Hesitantly, Marta offers, "He must have a townhouse. Most aristocrats do, if they live on an estate in the country some of the time. And after he, uh, visited my father to talk to him about the papers, he mentioned that he would be at home to us if we cared to discuss the matter."
"Oh, then if they are there, it may work after all!"
"I still don't understand," Marta replies, sounding perplexed. "I'm sorry, it's probably something that's obvious to you, but I'm not," she tries again, "I don't know anything about how one goes about, uh, whatever it is that you want to do."
"Sorry, well, I guess you could say that I use magic. But it's not really. It's more to do with music. When I suggest someone do something, they usually do it." Alannah reconsiders, trying to explain it in a way that makes sense, "I play magic music?"
"Oh." Marta digests this, and then asks, "So that's why you were asking how long it takes to get there. You're trying to figure out whether he'll stay magicked long enough to go get the papers." Frowning, she asks, "Why don't you just magic him into telling you where the papers are, instead of making him go get them instead? Is that against some kind of magical law or rule or something?"

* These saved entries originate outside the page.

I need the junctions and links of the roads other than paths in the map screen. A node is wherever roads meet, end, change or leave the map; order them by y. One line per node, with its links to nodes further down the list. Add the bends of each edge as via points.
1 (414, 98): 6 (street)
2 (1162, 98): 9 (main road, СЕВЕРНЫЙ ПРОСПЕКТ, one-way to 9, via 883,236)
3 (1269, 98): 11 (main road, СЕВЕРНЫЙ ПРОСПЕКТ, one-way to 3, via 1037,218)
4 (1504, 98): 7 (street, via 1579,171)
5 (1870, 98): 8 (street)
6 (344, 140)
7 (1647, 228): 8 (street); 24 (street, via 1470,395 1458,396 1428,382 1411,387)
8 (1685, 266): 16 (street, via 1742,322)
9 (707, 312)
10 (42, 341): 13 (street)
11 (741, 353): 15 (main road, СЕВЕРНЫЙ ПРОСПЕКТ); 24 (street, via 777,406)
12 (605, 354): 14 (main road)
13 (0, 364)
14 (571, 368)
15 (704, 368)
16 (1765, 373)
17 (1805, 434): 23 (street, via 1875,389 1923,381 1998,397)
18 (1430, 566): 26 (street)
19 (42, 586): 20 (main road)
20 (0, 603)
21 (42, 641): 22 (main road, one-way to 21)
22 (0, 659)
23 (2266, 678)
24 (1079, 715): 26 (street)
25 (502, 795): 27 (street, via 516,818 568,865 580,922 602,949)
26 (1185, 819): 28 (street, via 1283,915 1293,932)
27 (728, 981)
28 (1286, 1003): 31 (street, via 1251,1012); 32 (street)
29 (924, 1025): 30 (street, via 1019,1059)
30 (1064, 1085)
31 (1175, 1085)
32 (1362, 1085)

"Well, we'd still have to go get the papers but I could suggest he tell me where they are. If it works, I suppose we could do both. But doing anything with magic is dangerous and it doesn't always work and someone like little lord lecher will get upset when he realizes he's being manipulated. Suggestions are difficult because they are open to subjective interpretation." In the course of her explanation, she sounds more like she's talking herself out of it than explaining the details to Marla.
"Would he remember what happened?" Marta seems interested in spite of herself.
"Oh yes... well, he'd remember what he did. He likely won't know why he did it, but he'd remember me suggesting it and him thinking it was a good idea." She considers, "I'm sure he could put two and two together though."
"That doesn't sound like something that'll make him happy with you," Marta observes. "Why are you willing to make an enemy out of this man for the sake of a stranger?"